How to make room for advancing your future while maintaining the present.


Working full time and studying for the LSAT proves a delicate tightrope that many people grapple to tread. If you find yourself in such a situation, then some good news is on the horizon as many have juggled the requirements of both aspects seamlessly in the past. Today we take a look at what these individuals did and how you too can effectively balance the scales without leaning too much to one side or the other.

Starting early

Having a full-time job leaves little morsels of time to work with and often the best approach entails beginning early so that the collective total makes up constructive study hours in the long run.
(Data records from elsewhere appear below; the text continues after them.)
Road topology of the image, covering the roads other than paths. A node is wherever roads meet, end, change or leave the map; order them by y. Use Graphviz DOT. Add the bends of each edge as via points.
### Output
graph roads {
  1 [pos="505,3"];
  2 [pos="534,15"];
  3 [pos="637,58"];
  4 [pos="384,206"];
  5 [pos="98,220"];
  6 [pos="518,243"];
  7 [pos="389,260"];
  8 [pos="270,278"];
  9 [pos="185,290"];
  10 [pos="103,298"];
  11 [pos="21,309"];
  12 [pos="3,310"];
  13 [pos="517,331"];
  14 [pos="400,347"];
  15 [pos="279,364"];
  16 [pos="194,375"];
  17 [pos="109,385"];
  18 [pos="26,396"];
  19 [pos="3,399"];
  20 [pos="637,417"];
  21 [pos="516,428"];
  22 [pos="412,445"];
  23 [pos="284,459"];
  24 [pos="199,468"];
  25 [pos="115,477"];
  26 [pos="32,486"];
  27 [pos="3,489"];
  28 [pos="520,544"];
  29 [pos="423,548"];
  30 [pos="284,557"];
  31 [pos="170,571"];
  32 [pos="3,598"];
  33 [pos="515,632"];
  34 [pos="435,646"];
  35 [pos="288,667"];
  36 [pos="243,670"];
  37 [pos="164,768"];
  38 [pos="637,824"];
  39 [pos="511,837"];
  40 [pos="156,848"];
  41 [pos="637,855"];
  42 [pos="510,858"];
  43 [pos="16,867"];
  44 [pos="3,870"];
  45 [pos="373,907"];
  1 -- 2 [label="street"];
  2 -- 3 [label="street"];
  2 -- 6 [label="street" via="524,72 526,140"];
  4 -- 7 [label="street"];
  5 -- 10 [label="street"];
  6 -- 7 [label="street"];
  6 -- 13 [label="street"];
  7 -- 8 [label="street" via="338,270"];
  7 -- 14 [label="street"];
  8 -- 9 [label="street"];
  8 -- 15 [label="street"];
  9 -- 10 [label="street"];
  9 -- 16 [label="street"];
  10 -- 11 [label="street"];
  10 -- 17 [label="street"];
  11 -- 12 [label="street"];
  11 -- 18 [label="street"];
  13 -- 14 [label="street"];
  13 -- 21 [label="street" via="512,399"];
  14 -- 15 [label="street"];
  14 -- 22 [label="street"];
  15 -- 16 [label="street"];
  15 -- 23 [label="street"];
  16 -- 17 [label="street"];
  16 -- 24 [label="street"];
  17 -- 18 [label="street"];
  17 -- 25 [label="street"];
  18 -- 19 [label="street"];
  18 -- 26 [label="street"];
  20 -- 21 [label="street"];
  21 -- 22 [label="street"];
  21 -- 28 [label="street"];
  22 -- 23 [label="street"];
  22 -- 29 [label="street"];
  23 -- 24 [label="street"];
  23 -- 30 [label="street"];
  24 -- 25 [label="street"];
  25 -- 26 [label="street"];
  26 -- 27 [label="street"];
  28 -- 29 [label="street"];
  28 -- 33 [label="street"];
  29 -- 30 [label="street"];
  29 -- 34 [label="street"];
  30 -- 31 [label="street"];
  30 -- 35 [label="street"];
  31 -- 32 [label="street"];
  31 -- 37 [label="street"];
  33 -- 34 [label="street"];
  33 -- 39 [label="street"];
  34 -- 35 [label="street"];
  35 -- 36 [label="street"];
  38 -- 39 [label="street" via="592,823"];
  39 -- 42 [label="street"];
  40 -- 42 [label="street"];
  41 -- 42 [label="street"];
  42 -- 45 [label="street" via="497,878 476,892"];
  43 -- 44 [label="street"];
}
As a general rule of thumb for the working class, start a minimum of 4 but preferably 6 months to the date of the test. Science dictates that there are half a dozen intellectual and quality hours per day and with a demanding job breathing down your neck, you can only set aside about a third of that for productive LSAT test prep. With 3 months being the measure of ideal study time for a full-time student, you'll need double that period to be sufficiently up to par.

Maximizing your mornings

Studying in the evenings after a grueling and intellectually draining day at work is as good as reading blank textbooks. It's highly unlikely you'll be able to grasp complex concepts at this time, so start your mornings early so that you can devote this extra time when you are at your mental pinnacle to unraveling especially challenging topics. Evening study times should only be for refresher LSAT prep or going through light subject matters requiring little intellectual initiative. For those who hit their stride at night, take some time to unwind and complete your chores before getting down to business well before bedtime.

Taking some time off

All work and no play does indeed make Jack a dull boy and going back and forth between work and study is a sure-fire recipe for disaster. So take some time off of work every now and then, preferably during weekdays- you can ask for a day off every fortnight or so- as weekends are a prime study period free of work obligations. Such breaks reduce fatigue, better study performance and increase the capacity for information retention.

Prioritizing study

Given the scarce oasis of free time in your busy schedule, you cannot afford to miss even a single session and this commitment is important in spreading out the burden so that it is not overwhelming as you approach the finish line. Be sure to have a clear schedule in place and even set reminders/alarms to help enforce your timetable. If it's unavoidable to miss a single session, set aside a makeup as soon as possible.

Last but not least, have a strong finish. Once you are approaching the home run i.e. about 2 or 3 weeks to the test, take this time off to shift your focus solely to the test. The last month can make or break your LSAT test prep and it'll be hard to concentrate on working whilst focusing completely on the test.